OCR — Extracting Data from Images using Python¶
Data is often available in formats that cannot be processed directly — photographed reports or image exports of tables. To Python, these
are just pixels. You cannot run pd.read_csv() on an image or extract text
from a screenshot without extra tooling.
OCR (Optical Character Recognition) solves this by converting image content into machine-readable text and structured data.
Workflow¶
Image Input → OCR Engine (Tesseract) → Parse Output
├── Table Image → img2table → pandas DataFrame
└── Text Image → pytesseract → Python string
Import Libraries¶
from img2table.document import Image as Img
from img2table.ocr import TesseractOCR
import pytesseract
from PIL import Image
Image 1: Table Image¶
Contains a structured product sales table with rows and columns.
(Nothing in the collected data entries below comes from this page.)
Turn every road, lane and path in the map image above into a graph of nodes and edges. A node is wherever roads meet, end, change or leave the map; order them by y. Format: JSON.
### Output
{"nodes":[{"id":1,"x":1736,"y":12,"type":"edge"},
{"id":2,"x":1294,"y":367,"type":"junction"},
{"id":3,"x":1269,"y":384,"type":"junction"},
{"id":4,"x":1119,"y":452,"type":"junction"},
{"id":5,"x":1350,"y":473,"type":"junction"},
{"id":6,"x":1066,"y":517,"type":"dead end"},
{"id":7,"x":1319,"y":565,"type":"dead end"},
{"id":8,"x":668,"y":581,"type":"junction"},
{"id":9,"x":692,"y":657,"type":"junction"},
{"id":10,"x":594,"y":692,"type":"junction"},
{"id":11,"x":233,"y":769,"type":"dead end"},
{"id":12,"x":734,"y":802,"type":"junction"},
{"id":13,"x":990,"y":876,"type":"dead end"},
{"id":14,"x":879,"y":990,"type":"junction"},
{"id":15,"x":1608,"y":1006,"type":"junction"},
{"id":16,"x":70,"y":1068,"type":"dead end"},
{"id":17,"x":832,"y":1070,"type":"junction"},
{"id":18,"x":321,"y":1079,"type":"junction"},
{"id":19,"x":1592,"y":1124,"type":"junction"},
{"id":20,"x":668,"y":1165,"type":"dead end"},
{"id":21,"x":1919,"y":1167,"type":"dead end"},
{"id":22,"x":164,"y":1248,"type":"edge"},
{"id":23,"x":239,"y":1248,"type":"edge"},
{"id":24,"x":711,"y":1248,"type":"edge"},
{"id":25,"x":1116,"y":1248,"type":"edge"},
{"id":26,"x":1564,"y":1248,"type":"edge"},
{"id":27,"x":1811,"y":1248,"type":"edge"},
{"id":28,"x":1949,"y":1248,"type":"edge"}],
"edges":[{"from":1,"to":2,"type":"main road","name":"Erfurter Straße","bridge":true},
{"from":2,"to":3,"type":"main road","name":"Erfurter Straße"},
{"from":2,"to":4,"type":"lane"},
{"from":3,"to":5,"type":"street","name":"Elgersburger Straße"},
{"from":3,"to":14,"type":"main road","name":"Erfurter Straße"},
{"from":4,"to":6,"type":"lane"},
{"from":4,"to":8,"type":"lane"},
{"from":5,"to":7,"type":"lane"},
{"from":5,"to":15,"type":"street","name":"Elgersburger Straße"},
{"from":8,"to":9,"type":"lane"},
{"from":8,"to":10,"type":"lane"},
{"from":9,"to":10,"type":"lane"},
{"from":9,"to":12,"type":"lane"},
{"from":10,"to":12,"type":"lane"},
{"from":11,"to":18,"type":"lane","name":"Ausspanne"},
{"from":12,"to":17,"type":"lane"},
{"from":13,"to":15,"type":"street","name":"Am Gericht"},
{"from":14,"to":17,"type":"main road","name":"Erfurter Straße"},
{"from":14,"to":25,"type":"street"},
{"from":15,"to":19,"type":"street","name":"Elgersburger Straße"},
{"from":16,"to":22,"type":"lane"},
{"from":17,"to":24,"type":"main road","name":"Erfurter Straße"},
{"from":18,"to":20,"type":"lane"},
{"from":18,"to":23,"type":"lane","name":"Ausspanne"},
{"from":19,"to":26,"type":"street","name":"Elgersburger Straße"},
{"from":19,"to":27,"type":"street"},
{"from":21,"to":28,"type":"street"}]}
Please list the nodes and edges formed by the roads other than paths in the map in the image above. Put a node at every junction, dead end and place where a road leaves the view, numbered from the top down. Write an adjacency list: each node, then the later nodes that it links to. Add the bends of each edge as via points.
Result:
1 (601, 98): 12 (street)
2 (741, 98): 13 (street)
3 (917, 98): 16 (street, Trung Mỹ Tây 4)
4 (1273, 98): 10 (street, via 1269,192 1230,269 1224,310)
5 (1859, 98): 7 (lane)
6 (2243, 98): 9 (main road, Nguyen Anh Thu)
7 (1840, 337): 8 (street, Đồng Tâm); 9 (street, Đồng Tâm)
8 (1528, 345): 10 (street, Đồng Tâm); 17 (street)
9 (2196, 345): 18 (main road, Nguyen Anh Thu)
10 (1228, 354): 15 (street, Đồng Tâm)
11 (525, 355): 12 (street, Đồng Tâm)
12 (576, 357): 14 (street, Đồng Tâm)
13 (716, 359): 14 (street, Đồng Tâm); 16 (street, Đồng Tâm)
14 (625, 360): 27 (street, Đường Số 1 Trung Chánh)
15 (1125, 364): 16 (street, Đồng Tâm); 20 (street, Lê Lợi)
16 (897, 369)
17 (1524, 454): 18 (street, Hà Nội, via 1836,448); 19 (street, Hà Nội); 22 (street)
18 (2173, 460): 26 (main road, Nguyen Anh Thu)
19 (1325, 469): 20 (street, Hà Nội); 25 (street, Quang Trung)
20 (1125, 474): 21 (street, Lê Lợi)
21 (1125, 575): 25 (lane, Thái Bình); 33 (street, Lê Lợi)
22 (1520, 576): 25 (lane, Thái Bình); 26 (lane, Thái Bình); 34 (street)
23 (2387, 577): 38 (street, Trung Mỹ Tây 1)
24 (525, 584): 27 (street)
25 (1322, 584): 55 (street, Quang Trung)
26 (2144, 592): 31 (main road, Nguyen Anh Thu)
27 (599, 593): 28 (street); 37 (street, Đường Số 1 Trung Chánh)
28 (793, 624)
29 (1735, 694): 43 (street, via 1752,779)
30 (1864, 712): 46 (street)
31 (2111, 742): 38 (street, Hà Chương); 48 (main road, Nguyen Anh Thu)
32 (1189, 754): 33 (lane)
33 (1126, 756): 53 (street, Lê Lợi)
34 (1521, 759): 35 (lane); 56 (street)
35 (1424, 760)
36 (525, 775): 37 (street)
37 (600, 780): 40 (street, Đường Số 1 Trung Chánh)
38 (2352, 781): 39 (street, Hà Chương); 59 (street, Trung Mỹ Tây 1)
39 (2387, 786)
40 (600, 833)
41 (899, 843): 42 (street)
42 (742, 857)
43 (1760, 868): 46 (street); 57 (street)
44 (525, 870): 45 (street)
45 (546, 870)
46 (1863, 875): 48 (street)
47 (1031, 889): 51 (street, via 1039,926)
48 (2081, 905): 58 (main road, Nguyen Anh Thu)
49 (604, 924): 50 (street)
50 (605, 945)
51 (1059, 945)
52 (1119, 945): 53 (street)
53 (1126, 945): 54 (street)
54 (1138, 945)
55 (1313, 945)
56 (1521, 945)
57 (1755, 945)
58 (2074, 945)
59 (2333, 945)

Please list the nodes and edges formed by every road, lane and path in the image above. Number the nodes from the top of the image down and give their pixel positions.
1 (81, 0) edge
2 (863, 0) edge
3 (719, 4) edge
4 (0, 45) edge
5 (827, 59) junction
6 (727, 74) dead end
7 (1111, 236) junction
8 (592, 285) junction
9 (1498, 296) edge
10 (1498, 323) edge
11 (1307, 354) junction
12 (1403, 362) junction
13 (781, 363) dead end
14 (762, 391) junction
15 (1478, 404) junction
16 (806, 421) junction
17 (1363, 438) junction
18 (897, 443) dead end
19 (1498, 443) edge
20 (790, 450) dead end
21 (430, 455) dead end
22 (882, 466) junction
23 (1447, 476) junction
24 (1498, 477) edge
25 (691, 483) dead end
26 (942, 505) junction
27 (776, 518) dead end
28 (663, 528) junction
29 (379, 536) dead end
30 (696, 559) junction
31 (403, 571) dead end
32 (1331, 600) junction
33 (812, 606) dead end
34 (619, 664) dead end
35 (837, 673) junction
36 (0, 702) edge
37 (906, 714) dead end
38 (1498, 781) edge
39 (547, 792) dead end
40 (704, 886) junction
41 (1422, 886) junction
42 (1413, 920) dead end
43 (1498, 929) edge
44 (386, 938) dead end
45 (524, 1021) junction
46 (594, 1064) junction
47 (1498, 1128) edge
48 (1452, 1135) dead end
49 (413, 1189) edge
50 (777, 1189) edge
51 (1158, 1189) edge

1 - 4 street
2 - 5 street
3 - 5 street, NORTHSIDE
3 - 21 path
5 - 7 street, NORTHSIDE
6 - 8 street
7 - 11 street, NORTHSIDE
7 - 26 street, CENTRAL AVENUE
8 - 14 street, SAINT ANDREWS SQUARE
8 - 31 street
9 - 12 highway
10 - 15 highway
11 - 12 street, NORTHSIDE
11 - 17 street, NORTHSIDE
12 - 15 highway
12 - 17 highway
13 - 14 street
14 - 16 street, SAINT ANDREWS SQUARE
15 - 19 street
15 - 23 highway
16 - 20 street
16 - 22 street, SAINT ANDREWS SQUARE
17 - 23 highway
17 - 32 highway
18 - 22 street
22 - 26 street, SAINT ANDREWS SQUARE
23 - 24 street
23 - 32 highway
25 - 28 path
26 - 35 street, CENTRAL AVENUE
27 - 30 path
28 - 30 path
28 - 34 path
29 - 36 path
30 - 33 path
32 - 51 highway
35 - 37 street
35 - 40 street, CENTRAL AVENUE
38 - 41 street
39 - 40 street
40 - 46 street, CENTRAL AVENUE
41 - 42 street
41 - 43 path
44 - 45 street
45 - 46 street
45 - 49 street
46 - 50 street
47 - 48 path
from IPython.display import display, Image as IPImage
display(IPImage(filename="ProductSalesTable.png"))
Image 2: Text Image¶
Contains a short article with headings and paragraphs.
from IPython.display import display, Image as IPImage
display(IPImage(filename="text.png"))
Table Extraction → DataFrame¶
Problem: Reading a table from an image manually is tedious and error-prone.
Solution: img2table automatically detects table borders, rows, and columns — and returns a clean pandas DataFrame in one call.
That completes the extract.